Failure to abide by CIE could result in a court prosecution and a penalty of between £100 and £1,000, while your vehicle could also be wheel-clamped, impounded, or even destroyed.

These measures are in addition to the powers the police already have to seize an uninsured vehicle and fine its driver.

And with the DVLA and the Motor Insurance Database (MID) working together to pinpoint drivers who have not insured their vehicles, the chances of flouting the rules successfully are slim.

The good news, however, is that cracking down on uninsured drivers in this way should reduce the cost of the accidents caused by these motorists.

As these costs are covered by the insurance industry, which adds about £30 a year on the average policy to cover them, this should then translate into cheaper premiums for us all.

The European Court of Justice (ECJ) Gender Directive

In 2011, the European Court of Justice ruled that, from December 21, 2012, insurers could no longer use gender when setting premiums.

The ruling came about after the Belgian consumer group Test-Achats called for new regulations outlawing “discriminatory” pricing by gender.

Unfortunately for safety-conscious female drivers, however, the main impact of the Gender Directive on their lives is that they are likely to have to pay more for their car insurance.

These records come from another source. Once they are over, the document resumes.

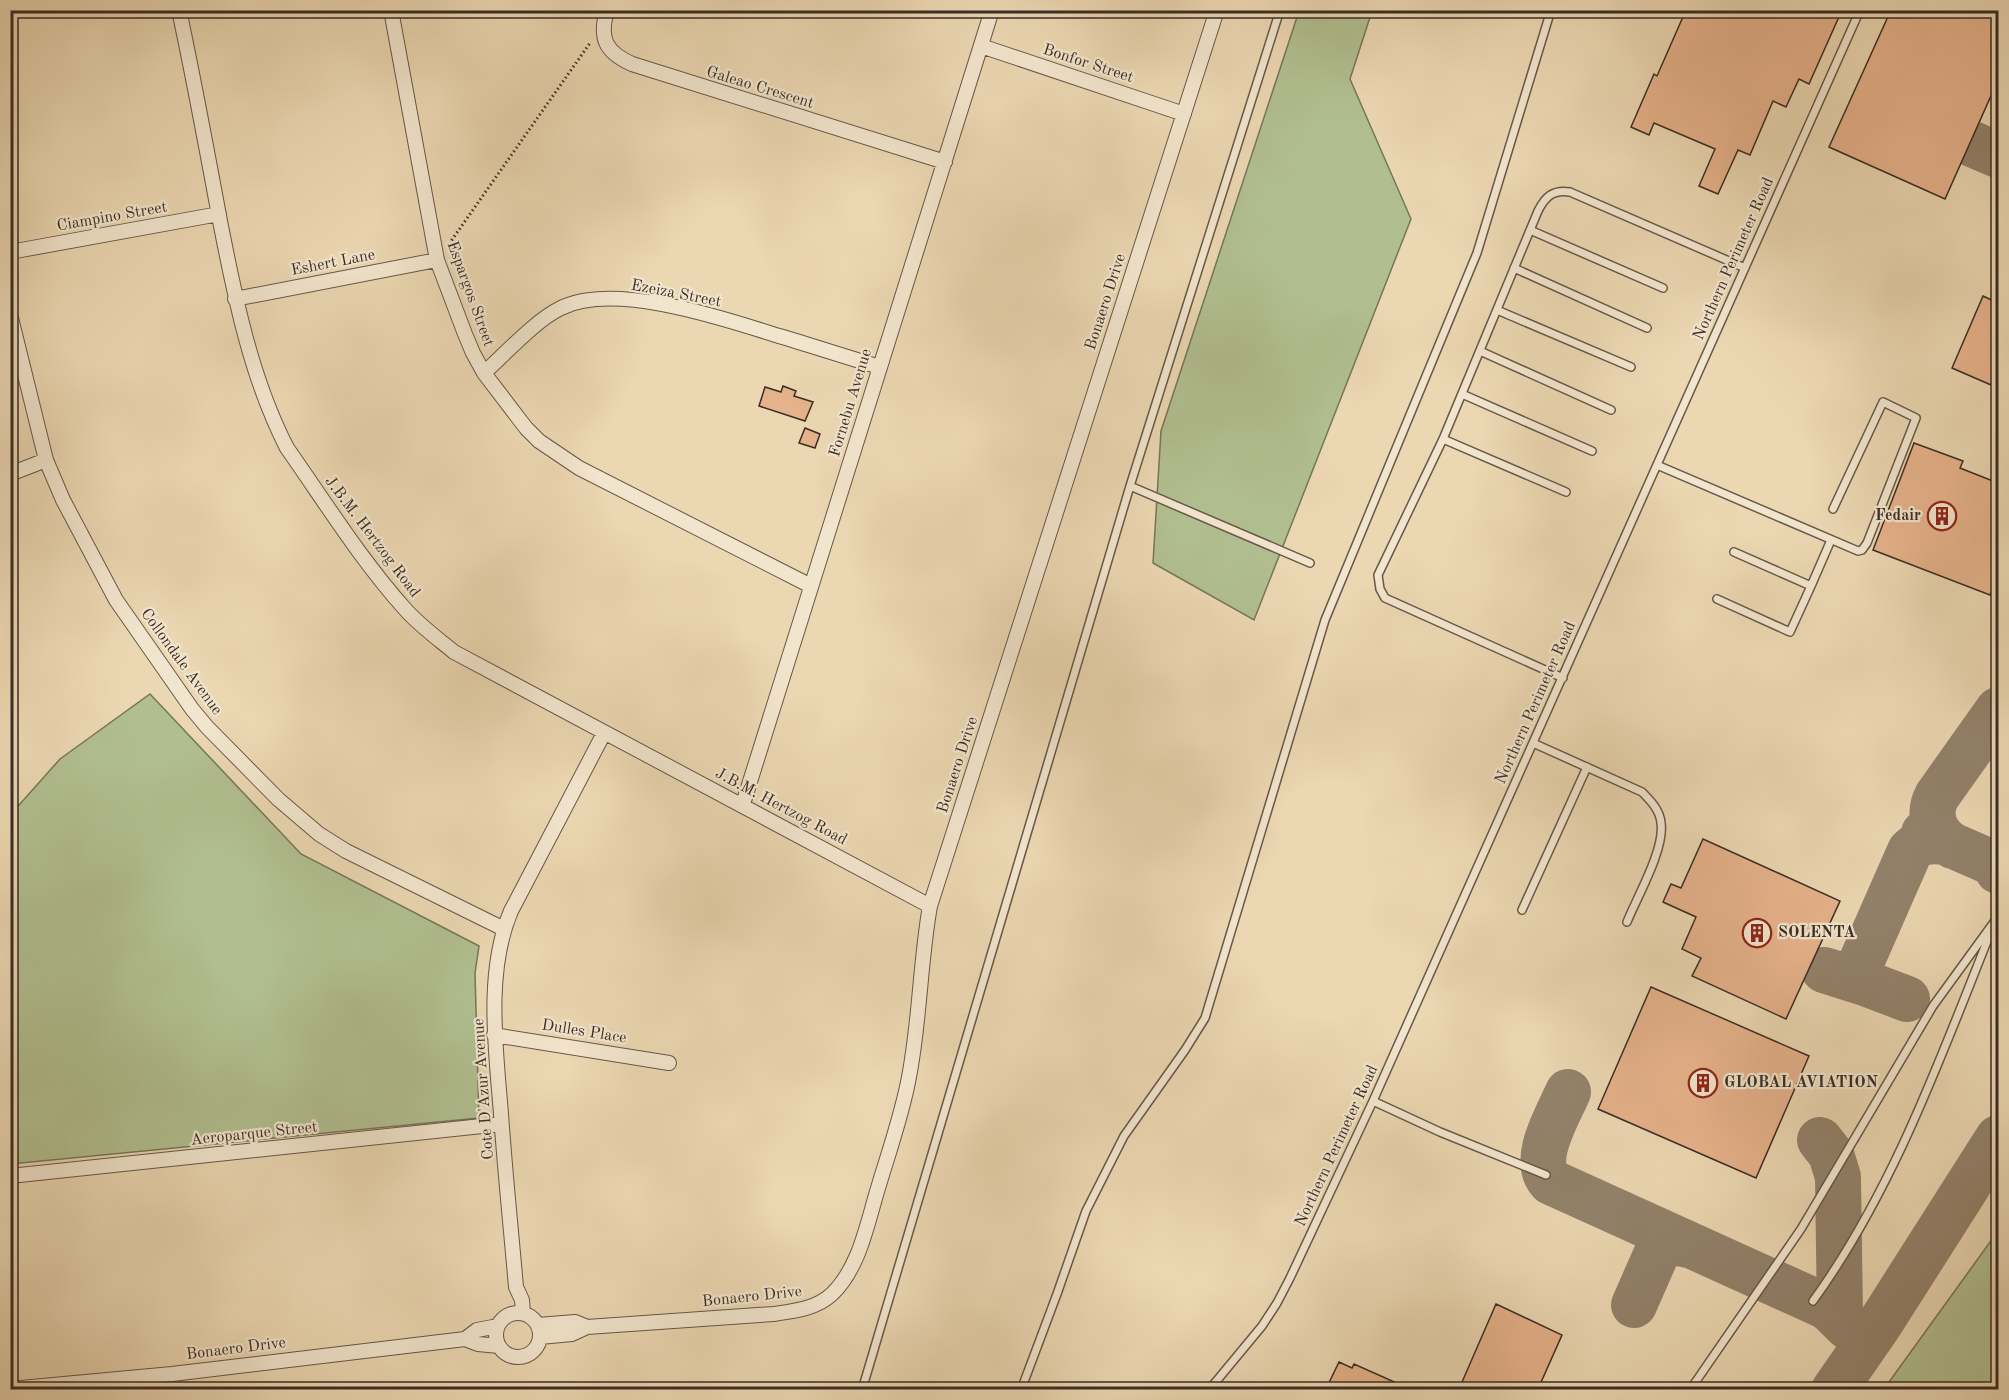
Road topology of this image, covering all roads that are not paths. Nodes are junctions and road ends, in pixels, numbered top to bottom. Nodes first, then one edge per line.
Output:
1 (179, 10) edge
2 (391, 10) edge
3 (607, 10) edge
4 (992, 10) edge
5 (1217, 10) edge
6 (1280, 10) edge
7 (1551, 10) edge
8 (1860, 10) edge
9 (981, 46) junction
10 (1184, 114) junction
11 (945, 162) junction
12 (219, 214) junction
13 (1530, 230) junction
14 (10, 252) edge
15 (437, 260) junction
16 (1514, 268) junction
17 (1744, 268) junction
18 (1664, 288) dead end
19 (235, 299) junction
20 (1497, 310) junction
21 (10, 314) edge
22 (1647, 328) dead end
23 (1480, 351) junction
24 (880, 367) junction
25 (1631, 367) dead end
26 (484, 373) junction
27 (1462, 394) junction
28 (1611, 410) dead end
29 (1443, 439) junction
30 (1592, 451) dead end
31 (46, 460) junction
32 (1657, 465) junction
33 (10, 474) edge
34 (1130, 486) junction
35 (1566, 492) dead end
36 (1833, 509) dead end
37 (1831, 540) junction
38 (1734, 552) dead end
39 (1310, 562) dead end
40 (811, 586) junction
41 (1810, 586) junction
42 (1717, 599) dead end
43 (1563, 678) junction
44 (604, 733) junction
45 (1533, 742) junction
46 (1587, 767) junction
47 (743, 804) junction
48 (930, 906) junction
49 (1522, 910) dead end
50 (1998, 917) edge
51 (1627, 922) dead end
52 (504, 929) junction
53 (494, 1035) junction
54 (669, 1063) dead end
55 (1373, 1101) junction
56 (501, 1124) junction
57 (1546, 1175) dead end
58 (10, 1176) edge
59 (1813, 1301) dead end
60 (517, 1314) junction
61 (498, 1326) junction
62 (539, 1330) junction
63 (465, 1338) junction
64 (499, 1346) junction
65 (10, 1389) edge
66 (862, 1389) edge
67 (1021, 1389) edge
68 (1209, 1389) edge
69 (1690, 1389) edge

1 - 12 street, J.B.M. Hertzog Road
2 - 15 street, Espargos Street
3 - 11 street, Galeao Crescent
4 - 9 street, Fornebu Avenue
5 - 10 street, Bonaero Drive
6 - 34 lane
7 - 67 lane
8 - 17 lane, Northern Perimeter Road
9 - 10 street, Bonfor Street
9 - 11 street, Fornebu Avenue
10 - 48 street, Bonaero Drive
11 - 24 street, Fornebu Avenue
12 - 14 street, Ciampino Street
12 - 19 street, J.B.M. Hertzog Road
13 - 16 lane
13 - 17 lane
13 - 18 lane
15 - 19 street, Eshert Lane
15 - 26 street, Espargos Street
16 - 20 lane
16 - 22 lane
17 - 32 lane, Northern Perimeter Road
19 - 44 street, J.B.M. Hertzog Road
20 - 23 lane
20 - 25 lane
21 - 31 street, Collondale Avenue
23 - 27 lane
23 - 28 lane
24 - 26 street, Ezeiza Street
24 - 40 street, Fornebu Avenue
26 - 40 street, Espargos Street
27 - 29 lane
27 - 30 lane
29 - 35 lane
29 - 43 lane
31 - 33 street
31 - 52 street, Collondale Avenue
32 - 37 lane
32 - 43 lane, Northern Perimeter Road
34 - 39 lane
34 - 66 lane
36 - 37 lane
37 - 41 lane
38 - 41 lane
40 - 47 street, Fornebu Avenue
41 - 42 lane
43 - 45 lane, Northern Perimeter Road
44 - 47 street, J.B.M. Hertzog Road
44 - 52 street, Cote D'Azur Avenue
45 - 46 lane
45 - 55 lane, Northern Perimeter Road
46 - 49 lane
46 - 51 lane
47 - 48 street, J.B.M. Hertzog Road
48 - 62 street, Bonaero Drive
50 - 59 lane
50 - 69 lane
52 - 53 street, Cote D'Azur Avenue
53 - 54 street, Dulles Place
53 - 56 street, Cote D'Azur Avenue
55 - 57 lane
55 - 68 lane, Northern Perimeter Road
56 - 58 street, Aeroparque Street
56 - 60 street, Cote D'Azur Avenue
60 - 61 street
60 - 62 street
61 - 63 street, Bonaero Drive
61 - 64 street
62 - 64 street
63 - 64 street, Bonaero Drive
63 - 65 street, Bonaero Drive

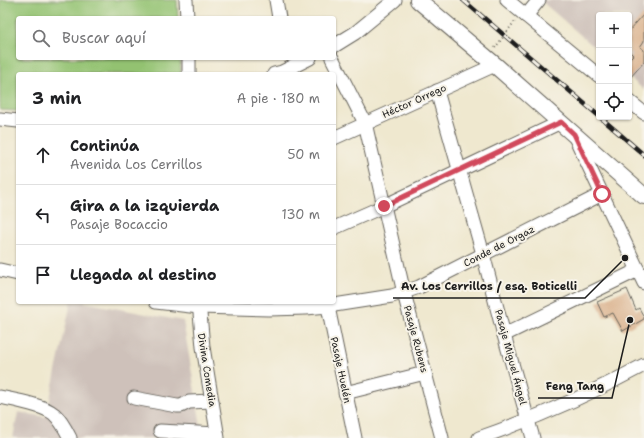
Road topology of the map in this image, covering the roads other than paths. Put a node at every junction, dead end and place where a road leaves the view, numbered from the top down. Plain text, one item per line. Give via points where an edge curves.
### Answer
1 (186, 0) edge
2 (276, 0) edge
3 (395, 0) edge
4 (418, 0) edge
5 (507, 0) edge
6 (539, 0) edge
7 (187, 16) edge
8 (279, 16) edge
9 (526, 16) junction
10 (336, 45) edge
11 (189, 60) edge
12 (305, 60) edge
13 (333, 60) edge
14 (490, 62) junction
15 (287, 67) edge
16 (189, 72) edge
17 (596, 74) edge
18 (437, 91) junction
19 (632, 103) edge
20 (644, 113) edge
21 (0, 119) edge
22 (16, 121) edge
23 (561, 122) junction
24 (365, 123) junction
25 (574, 134) junction
26 (336, 137) edge
27 (459, 170) junction
28 (602, 194) junction
29 (644, 196) edge
30 (384, 206) junction
31 (336, 227) edge
32 (483, 254) junction
33 (0, 270) edge
34 (638, 270) junction
35 (16, 274) edge
36 (644, 283) edge
37 (404, 293) junction
38 (336, 303) edge
39 (185, 304) edge
40 (327, 304) edge
41 (199, 305) edge
42 (504, 335) junction
43 (644, 365) edge
44 (425, 373) junction
45 (345, 393) junction
46 (0, 396) edge
47 (134, 398) dead end
48 (212, 401) junction
49 (528, 420) junction
50 (160, 432) dead end
51 (218, 436) edge
52 (70, 438) edge
53 (355, 438) edge
54 (442, 438) edge
55 (479, 438) edge
56 (533, 438) edge

1 - 7 street
2 - 8 street
3 - 10 street via 355,33
4 - 14 main road
5 - 9 street
6 - 9 street
9 - 17 street
11 - 16 street
12 - 15 street
13 - 24 street, Pasaje Rubens
14 - 18 street, Héctor Orrego
14 - 23 main road
18 - 24 street, Héctor Orrego
18 - 27 street, Pasaje Miguel Ángel
19 - 20 street
21 - 22 street
23 - 25 main road
23 - 27 street
24 - 26 street, Héctor Orrego
24 - 30 street, Pasaje Rubens
25 - 28 street
25 - 29 main road
27 - 30 street
27 - 32 street, Pasaje Miguel Ángel
28 - 32 street, Conde de Orgaz
28 - 34 street
30 - 31 street
30 - 37 street, Pasaje Rubens
32 - 37 street, Conde de Orgaz
32 - 42 street, Pasaje Miguel Ángel
33 - 35 street
34 - 36 street
34 - 42 street
37 - 38 street, Conde de Orgaz
37 - 44 street, Pasaje Rubens
39 - 41 street, Conde de Orgaz
40 - 41 street, Conde de Orgaz via 291,309
40 - 45 street, Pasaje Huelén
41 - 48 street, Divina Comedia
42 - 49 street, Pasaje Miguel Ángel
43 - 49 street
44 - 45 street
44 - 54 street, Pasaje Rubens
45 - 53 street, Pasaje Huelén
46 - 52 street via 54,413
47 - 48 street via 177,406 189,402
48 - 51 street, Divina Comedia
49 - 55 street
49 - 56 street, Pasaje Miguel Ángel
50 - 51 street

Male motorists, on the other hand, are unlikely to have noticed much of a reduction in the cost of their cover.

Other financial services affected by the Gender Directive include life insurance and the cost of using your pension to buy an annuity (or annual retirement income for life).

Life insurance premiums were formerly lower for women due to figures showing that women live longer (and thus are less likely to make a claim during a given term). With annuities, however, women paid more on the basis that they would receive their annuity payment for longer).

Now, however, life insurers and annuity providers must treat male and female customers the same, increasing life insurance premiums for women and reducing annuity rates for men.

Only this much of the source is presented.